The present disclosure relates to the technical field of cathode materials for lithium-ion batteries, and in particular, to a lithium iron phosphate/carbon/lithium-rich lithium iron oxide composite cathode material and its preparation method and application.

Plug-in hybrid vehicles and vehicle start-stop power supplies are the terminal market of rate-type lithium iron phosphate cathode materials. However, the rate-type lithium iron phosphate cathode materials cannot take into account the long life characteristics at high rates, as a result, the service life of the battery is shorter.

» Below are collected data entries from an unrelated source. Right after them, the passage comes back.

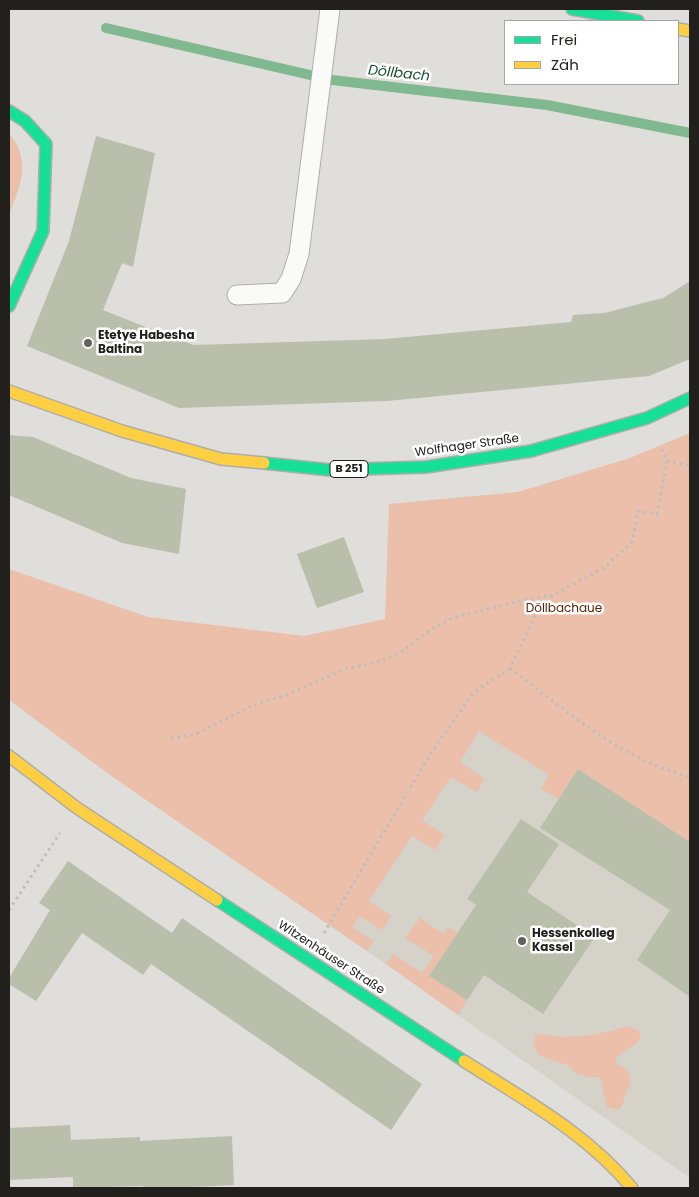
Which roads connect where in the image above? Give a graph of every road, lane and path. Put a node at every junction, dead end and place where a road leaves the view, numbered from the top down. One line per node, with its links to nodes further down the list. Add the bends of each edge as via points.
1 (330, 9): 5 (lane, via 299,254 291,279 282,292)
2 (572, 9): 3 (street)
3 (632, 20)
4 (9, 111): 6 (street, via 25,121 46,144 43,231)
5 (237, 295)
6 (9, 306)
7 (9, 391): 8 (street, Wolfhager Straße / B 251, via 122,432 221,459 330,470 426,467 531,451 647,418)
8 (690, 398)
9 (667, 461): 10 (path)
10 (690, 466)
11 (664, 480): 12 (path, via 657,514 638,511 632,542 605,567)
12 (553, 595): 13 (path, via 536,614); 14 (path, via 452,618 403,651 378,662 345,669 286,695 253,705 196,734)
13 (510, 668): 16 (path, via 599,737 651,764); 19 (path, via 473,692 436,745)
14 (171, 738)
15 (9, 756): 17 (street, Witzenhäuser Straße, via 38,782)
16 (690, 777)
17 (76, 808): 18 (path); 19 (street, Witzenhäuser Straße)
18 (9, 910)
19 (309, 960): 20 (street, Witzenhäuser Straße, via 580,1137 614,1166)
20 (632, 1188)

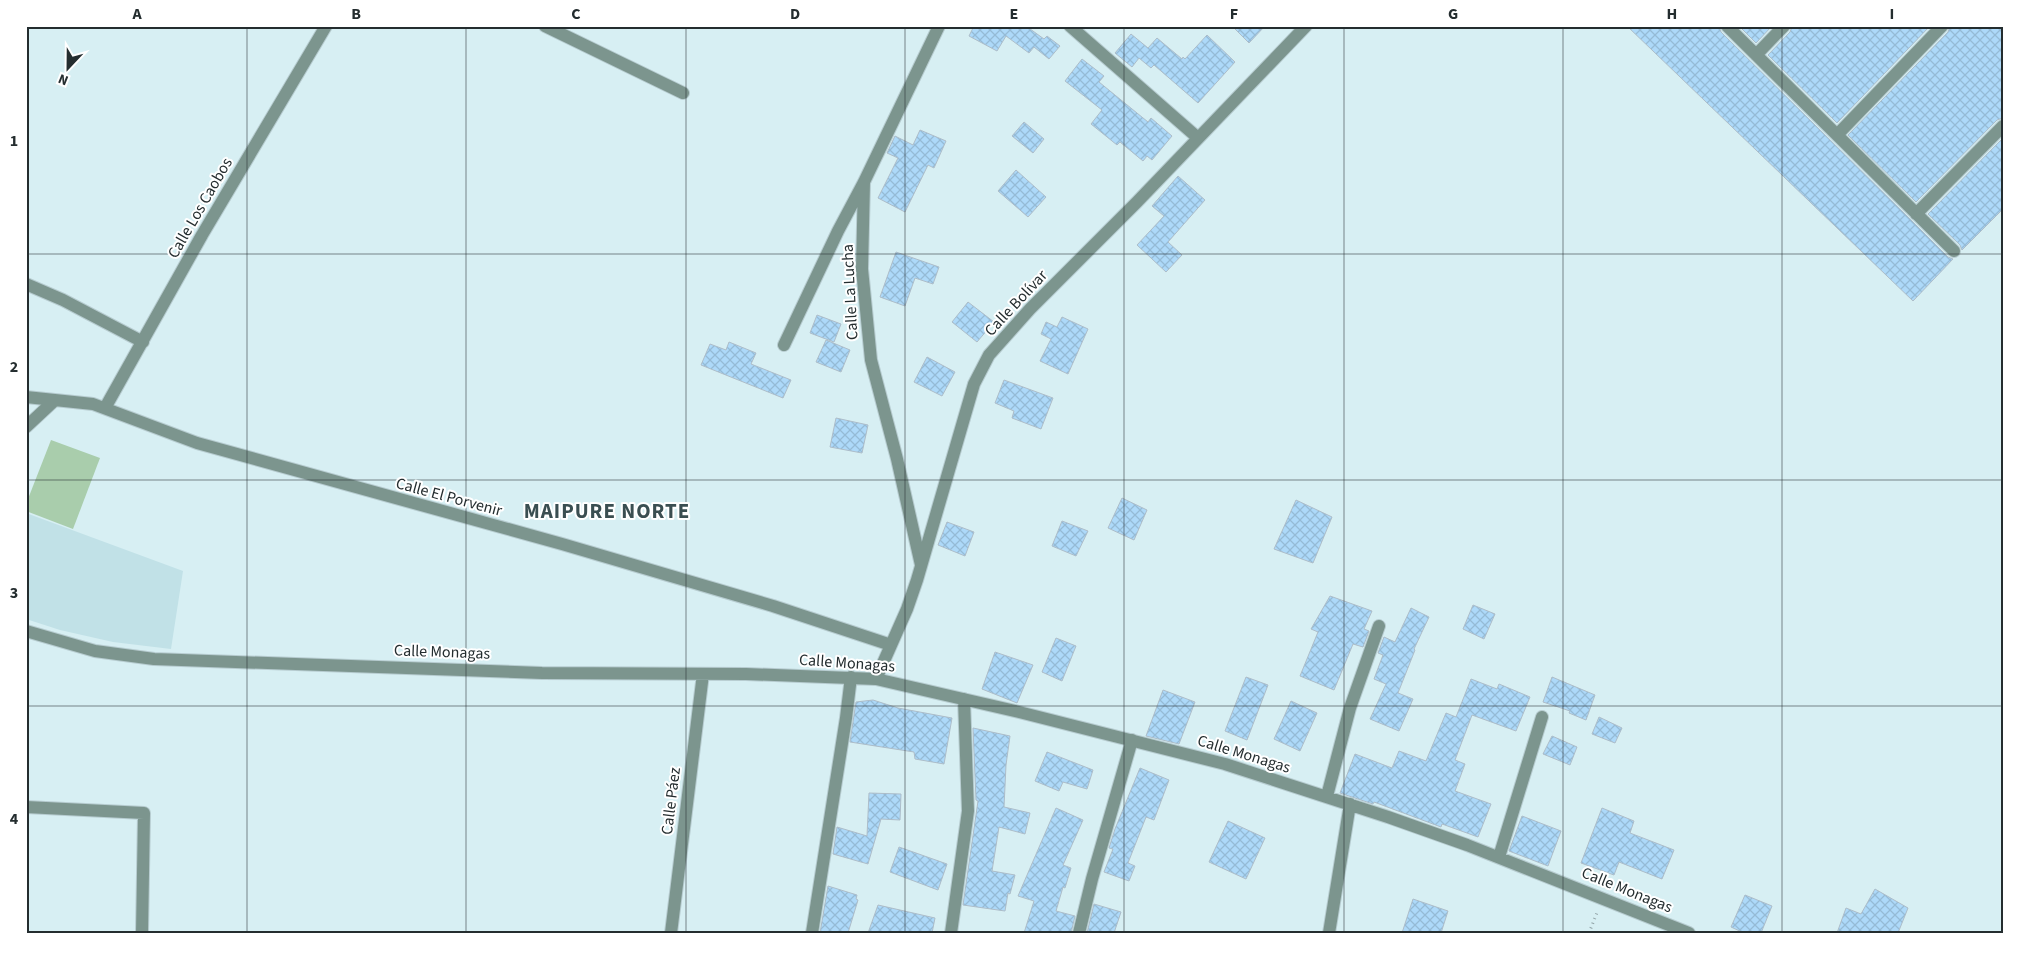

In order to meet the rate characteristic and cycle characteristic of lithium iron phosphate cathode materials, researchers usually use lithium iron phosphate nanocrystallization, carbon coating, porous carbon doping and other means. However, due to the high cost of the above scheme, it still cannot meet the actual needs of the rate and cycle characteristics of the rate-type lithium iron phosphate cathode material. With the continuous expansion of application fields, it is imperative to develop low-cost, high-rate, long-life lithium iron phosphate cathode materials.

The purpose of the present disclosure is to provide a lithium iron phosphate/carbon/lithium-rich lithium iron oxide composite cathode material and its preparation method and application, to solve the problem that the existing lithium iron phosphate cathode materials cannot meet the requirements of high rate, long cycle performance and high cost.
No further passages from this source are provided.